周彦恒意识到自己在饭桌上口不择言、说了错话。
他想,就算要因为这段速食的关系宣示主权,也应该从容一些、镇静一些,而不是弄得仿佛自己真的很在乎他。
完全不在乎吗?也不是,捕猎者有权力在乎自己的猎物,不过这种在乎是自傲自私的占有心在作祟,到真正温情的、怜惜的在乎还差很远的距离。
饭后,季笑凡收拾东西打算走了,可周彦恒不想他走,也不提刚才关于“朋友”的话题,换了一副温柔男人的嘴脸,擅自从身后圈住他,抱得很紧,说:“明天再走好不好?”
“让我过个正常的周末吧,求你了,”季笑凡手底下摆弄着背包的拉链,说,“我昨晚上真的很累,今天上午也是。”
“留下陪我,可以不做。”没人听得出周彦恒的话是真是假,他为了美色和欲望无所不用其极,但是语气不够恳切,比起“和性伴侣撒娇”的暧昧场景,倒更像是上司给员工下命令。
季笑凡拽着拉链,皱皱眉:“算了吧,咱俩没那么多聊的,我在这里还影响你办公,而且我需要休息。”
周彦恒:“在我家休息就好,我陪你睡午觉。”
季笑凡从他的怀抱里挣脱,转过身去,顺势将双肩包背在了身上,说:“周总,谢谢你送给我的球衣,很感谢。”
季笑凡不记仇,不纠结,很多时候事事分明。
他似乎已经忽略了刚才餐桌上的不愉快,脑子里大概是在计划待会到家打什么游戏、追什么番了。他应该也在期待下周末和那位朋友的相见,毕竟在他的心里,那个人是老熟人,是真朋友,是很重要的人。

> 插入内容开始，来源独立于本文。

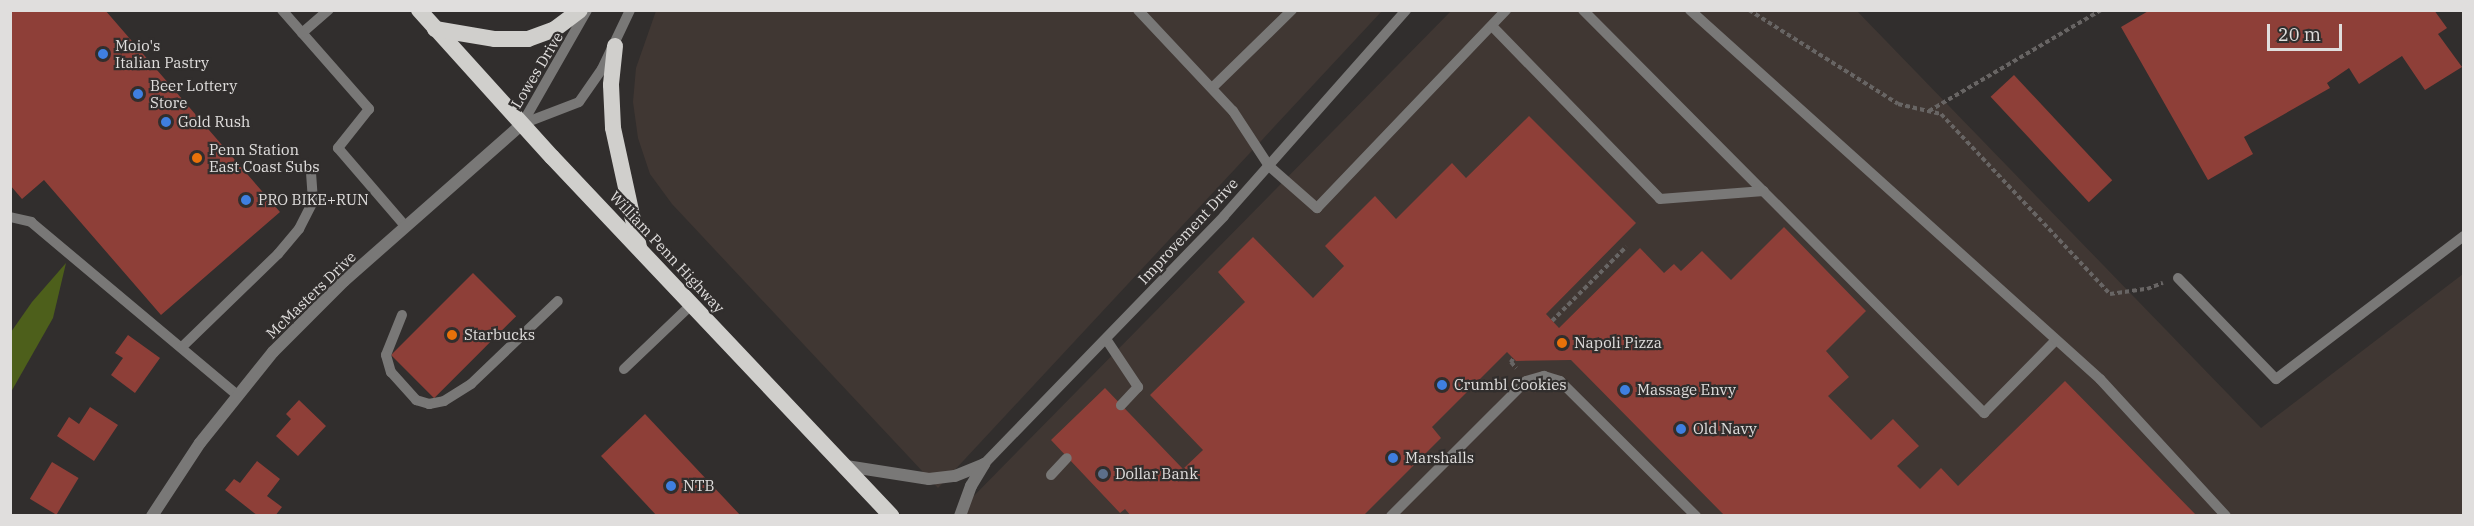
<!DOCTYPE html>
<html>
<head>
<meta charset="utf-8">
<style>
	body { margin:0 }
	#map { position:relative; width:2474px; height:526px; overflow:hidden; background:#312e2d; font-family:"IBM Plex Serif",serif }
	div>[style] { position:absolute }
	.built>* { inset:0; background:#403733 }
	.green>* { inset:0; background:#4d5f1b }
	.building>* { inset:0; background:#8e3f38; transform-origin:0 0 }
	.path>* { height:4px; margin-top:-2px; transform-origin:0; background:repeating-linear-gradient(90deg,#686564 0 4.5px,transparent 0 7.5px) }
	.service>* { height:10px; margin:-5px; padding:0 5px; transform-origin:5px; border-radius:5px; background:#797877 }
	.minor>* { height:12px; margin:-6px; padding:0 6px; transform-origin:6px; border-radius:6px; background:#797877 }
	.trunk>* { height:16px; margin:-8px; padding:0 8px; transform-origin:8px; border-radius:8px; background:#d0cfcc }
	.dots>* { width:16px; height:16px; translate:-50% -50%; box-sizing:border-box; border:3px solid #312e2d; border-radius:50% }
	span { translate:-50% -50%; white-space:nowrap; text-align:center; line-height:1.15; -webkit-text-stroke:4.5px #312e2d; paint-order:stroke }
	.poi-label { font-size:15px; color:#e0dedd }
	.left { translate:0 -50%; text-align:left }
	.street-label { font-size:15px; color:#e0dedd }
	.frame { position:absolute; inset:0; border:12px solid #e0dedd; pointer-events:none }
	.scale { position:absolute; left:2267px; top:24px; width:75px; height:27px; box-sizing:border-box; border:3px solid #e0dedd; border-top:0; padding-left:8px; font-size:18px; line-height:21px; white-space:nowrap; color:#e0dedd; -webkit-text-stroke:4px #312e2d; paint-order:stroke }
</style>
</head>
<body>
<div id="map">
	<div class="built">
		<div style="clip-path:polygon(656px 11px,1382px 11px,938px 488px,672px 204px,650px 174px,638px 138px,633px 102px,636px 68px)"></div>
		<div style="clip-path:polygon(1451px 11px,1857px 11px,2261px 428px,2463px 274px,2463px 515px,965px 516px,960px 510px)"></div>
	</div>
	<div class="green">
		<div style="clip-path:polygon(66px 263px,53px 318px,11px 392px,11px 332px,32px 302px)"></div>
	</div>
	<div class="building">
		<div style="clip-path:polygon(10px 10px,105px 10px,280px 212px,161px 315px,44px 180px,22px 199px,10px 185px)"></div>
		<div style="clip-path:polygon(2150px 10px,2434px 10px,2447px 28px,2438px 34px,2462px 67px,2425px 90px,2402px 56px,2359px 84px,2349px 68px,2327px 83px,2330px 88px,2244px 137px,2253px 154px,2208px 180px,2121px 27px)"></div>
		<div style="left:2014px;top:75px;width:144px;height:32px;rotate:47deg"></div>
		<div style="clip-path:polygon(1529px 116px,1636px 223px,1546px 314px,1559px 328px,1640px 248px,1664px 273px,1674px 264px,1681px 271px,1702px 251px,1731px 280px,1784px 227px,1866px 311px,1826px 351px,1849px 377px,1828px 396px,1871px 440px,1893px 419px,1919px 446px,1897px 466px,1920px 489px,1941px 468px,1958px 486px,2065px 381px,2197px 516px,1725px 516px,1571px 360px,1516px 361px,1507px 352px,1432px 427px,1441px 438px,1363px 516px,1131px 516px,1125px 509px,1120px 513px,1051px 440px,1105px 388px,1183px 469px,1203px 450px,1150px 395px,1245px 302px,1218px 272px,1253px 237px,1313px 298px,1344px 266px,1325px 246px,1375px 196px,1396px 219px,1452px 163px,1466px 178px)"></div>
		<div style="left:473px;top:273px;width:61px;height:116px;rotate:45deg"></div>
		<div style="clip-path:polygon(128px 335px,160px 358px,135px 393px,111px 375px,123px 358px,115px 353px)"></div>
		<div style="clip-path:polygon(299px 400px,326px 426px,298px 456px,276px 436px,291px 419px,286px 414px)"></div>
		<div style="clip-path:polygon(90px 407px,118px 425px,94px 461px,57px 436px,69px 417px,79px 424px)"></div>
		<div style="clip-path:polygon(645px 414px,741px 516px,657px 516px,601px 456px)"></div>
		<div style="clip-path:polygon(257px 461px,280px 479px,267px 496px,282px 507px,275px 516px,258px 516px,225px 490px,234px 479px,240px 483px)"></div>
		<div style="left:52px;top:462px;width:31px;height:43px;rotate:31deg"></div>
	</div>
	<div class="path">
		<div style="left:1749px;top:10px;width:176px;rotate:32.2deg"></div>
		<div style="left:1898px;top:104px;width:44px;rotate:13.1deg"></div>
		<div style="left:1941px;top:114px;width:247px;rotate:46.8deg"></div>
		<div style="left:2110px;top:294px;width:37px;rotate:-8deg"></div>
		<div style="left:2147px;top:289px;width:17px;rotate:-21deg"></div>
		<div style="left:1929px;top:111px;width:199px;rotate:-30.4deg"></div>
		<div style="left:1552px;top:321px;width:105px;rotate:-45deg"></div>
		<div style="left:1513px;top:359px;width:4px;rotate:124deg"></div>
		<div style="left:1511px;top:362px;width:8px;rotate:50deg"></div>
	</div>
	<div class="service">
		<div style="left:282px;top:10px;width:132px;rotate:48.7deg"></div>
		<div style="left:369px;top:109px;width:50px;rotate:128.5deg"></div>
		<div style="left:338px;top:148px;width:104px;rotate:49.3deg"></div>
		<div style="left:1138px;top:10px;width:139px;rotate:46.8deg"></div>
		<div style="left:1233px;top:111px;width:66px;rotate:56.8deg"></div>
		<div style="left:1269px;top:166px;width:64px;rotate:41.2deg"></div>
		<div style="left:1317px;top:208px;width:274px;rotate:-46.3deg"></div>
		<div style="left:1583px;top:10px;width:569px;rotate:45.14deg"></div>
		<div style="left:1984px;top:413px;width:101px;rotate:-45.4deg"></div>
		<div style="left:1690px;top:10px;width:552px;rotate:41.99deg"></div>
		<div style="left:2100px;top:379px;width:186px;rotate:47.4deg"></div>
		<div style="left:1492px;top:26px;width:241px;rotate:45.8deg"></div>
		<div style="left:1660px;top:199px;width:104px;rotate:-4.4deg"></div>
		<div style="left:302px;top:33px;width:35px;rotate:-41deg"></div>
		<div style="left:1212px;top:88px;width:112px;rotate:-44.3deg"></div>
		<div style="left:522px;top:124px;width:61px;rotate:-21.1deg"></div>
		<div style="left:579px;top:102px;width:40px;rotate:-55.1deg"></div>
		<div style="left:602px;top:69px;width:65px;rotate:-64.6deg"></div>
		<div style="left:522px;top:124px;width:131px;rotate:-60.3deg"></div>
		<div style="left:10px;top:217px;width:22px;rotate:13deg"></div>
		<div style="left:31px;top:222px;width:269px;rotate:40deg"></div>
		<div style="left:2178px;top:278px;width:141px;rotate:45.9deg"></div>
		<div style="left:2276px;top:379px;width:236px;rotate:-37.3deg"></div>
		<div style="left:402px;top:315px;width:43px;rotate:111.8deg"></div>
		<div style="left:386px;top:355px;width:18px;rotate:74deg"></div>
		<div style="left:391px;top:372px;width:38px;rotate:48deg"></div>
		<div style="left:416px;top:400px;width:14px;rotate:17deg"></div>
		<div style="left:429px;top:404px;width:15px;rotate:-11deg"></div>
		<div style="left:444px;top:401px;width:32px;rotate:-32deg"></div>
		<div style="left:471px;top:384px;width:120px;rotate:-43.7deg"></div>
		<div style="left:1106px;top:339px;width:58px;rotate:56.3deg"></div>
		<div style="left:1138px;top:387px;width:25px;rotate:133deg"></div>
		<div style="left:182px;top:347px;width:134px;rotate:-44.1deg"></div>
		<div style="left:278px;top:254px;width:33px;rotate:-50deg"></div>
		<div style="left:299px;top:229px;width:31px;rotate:-63deg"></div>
		<div style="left:313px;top:201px;width:27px;rotate:-94deg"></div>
		<div style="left:624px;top:369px;width:94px;rotate:-43.7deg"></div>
		<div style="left:984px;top:464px;width:345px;rotate:-45.9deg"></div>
		<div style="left:1224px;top:216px;width:275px;rotate:-48.5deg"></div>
		<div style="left:1051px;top:475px;width:23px;rotate:-47deg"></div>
		<div style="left:1391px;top:516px;width:191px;rotate:-45deg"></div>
		<div style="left:1526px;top:381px;width:19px;rotate:-16deg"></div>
		<div style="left:1544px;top:376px;width:17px;rotate:17deg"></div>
		<div style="left:1560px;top:381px;width:192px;rotate:44.8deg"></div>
	</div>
	<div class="minor">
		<div style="left:846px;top:466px;width:84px;rotate:8.9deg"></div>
		<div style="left:929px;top:479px;width:26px;rotate:-7deg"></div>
		<div style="left:955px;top:476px;width:31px;rotate:-22deg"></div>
		<div style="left:152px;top:516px;width:87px;rotate:-56.7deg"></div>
		<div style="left:200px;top:443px;width:117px;rotate:-51.3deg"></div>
		<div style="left:273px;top:352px;width:100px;rotate:-45deg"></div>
		<div style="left:344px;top:281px;width:237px;rotate:-41.4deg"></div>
		<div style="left:960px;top:516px;width:32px;rotate:-70deg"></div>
		<div style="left:971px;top:486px;width:26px;rotate:-59deg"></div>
	</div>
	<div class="trunk">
		<div style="left:419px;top:10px;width:198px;rotate:47.9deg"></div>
		<div style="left:552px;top:157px;width:494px;rotate:46.6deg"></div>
		<div style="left:435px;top:29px;width:61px;rotate:9.5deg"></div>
		<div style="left:495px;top:39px;width:33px"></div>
		<div style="left:528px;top:39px;width:29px;rotate:-20deg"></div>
		<div style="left:555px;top:29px;width:31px;rotate:-37deg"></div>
		<div style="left:615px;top:46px;width:39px;rotate:96deg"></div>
		<div style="left:611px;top:85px;width:43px;rotate:87.3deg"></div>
		<div style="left:613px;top:128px;width:122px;rotate:77.7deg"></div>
	</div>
	<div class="dots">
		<div style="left:103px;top:54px;background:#3f7fe0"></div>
		<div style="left:138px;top:94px;background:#3f7fe0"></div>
		<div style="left:166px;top:122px;background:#3f7fe0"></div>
		<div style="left:197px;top:158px;background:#e8710a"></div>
		<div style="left:246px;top:200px;background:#3f7fe0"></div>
		<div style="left:452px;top:335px;background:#e8710a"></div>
		<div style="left:1562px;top:343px;background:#e8710a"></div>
		<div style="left:1442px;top:385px;background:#3f7fe0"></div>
		<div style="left:1625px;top:390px;background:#3f7fe0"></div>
		<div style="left:1681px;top:429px;background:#3f7fe0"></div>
		<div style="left:1393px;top:458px;background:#3f7fe0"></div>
		<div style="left:1103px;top:474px;background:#5c6f8a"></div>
		<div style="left:671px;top:486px;background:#3f7fe0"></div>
	</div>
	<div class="poi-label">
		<span class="left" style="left:115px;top:54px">Moio's<br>Italian Pastry</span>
		<span class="left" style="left:150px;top:94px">Beer Lottery<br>Store</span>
		<span class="left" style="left:178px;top:122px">Gold Rush</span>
		<span class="left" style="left:209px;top:158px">Penn Station<br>East Coast Subs</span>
		<span class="left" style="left:258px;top:200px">PRO BIKE+RUN</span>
		<span class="left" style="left:464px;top:335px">Starbucks</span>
		<span class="left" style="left:1574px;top:343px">Napoli Pizza</span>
		<span class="left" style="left:1454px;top:385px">Crumbl Cookies</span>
		<span class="left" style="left:1637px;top:390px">Massage Envy</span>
		<span class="left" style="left:1693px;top:429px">Old Navy</span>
		<span class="left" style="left:1405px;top:458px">Marshalls</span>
		<span class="left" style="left:1115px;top:474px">Dollar Bank</span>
		<span class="left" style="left:683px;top:486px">NTB</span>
	</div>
	<div class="street-label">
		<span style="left:537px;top:70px;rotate:-59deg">Lowes Drive</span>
		<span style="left:1188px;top:231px;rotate:-47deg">Improvement Drive</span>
		<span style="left:667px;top:252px;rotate:47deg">William Penn Highway</span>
		<span style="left:311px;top:295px;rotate:-44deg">McMasters Drive</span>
	</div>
	<div class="frame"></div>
	<div class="scale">20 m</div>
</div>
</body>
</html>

而周彦恒除了是他公司管理层,是炮友,别的什么也不是。
以上这些推论,都让周彦恒很不爽。
“不用谢谢我,”他还是没能忍住,伸手就把他拉了过来,取下他的包丢到沙发上去,单手揽住他,说,“陪我待到明天,也不是什么很过分的要求。”
季笑凡短暂沉默,接着开口:“我记得你以前在一个访谈里说自己更喜欢独处,现在变了?”
周彦恒装失忆:“我没说过这样的话。”
季笑凡:“我现在就能把那个视频找到——”
“也可能是你和别人不一样,我也不知道,反正在你这里,我以前的很多习惯都改变了。”
食肉动物的表演再次发力,比起消极情绪的外露,现阶段他更乐意这个男孩感受到他的体贴——稳定的情绪在任何时候都是利器。
面对面抱着,接着,周彦恒的手往季笑凡衣服里伸,季笑凡的反抗无济于事,被对方得逞地触碰到一截又滑又凉的皮肤。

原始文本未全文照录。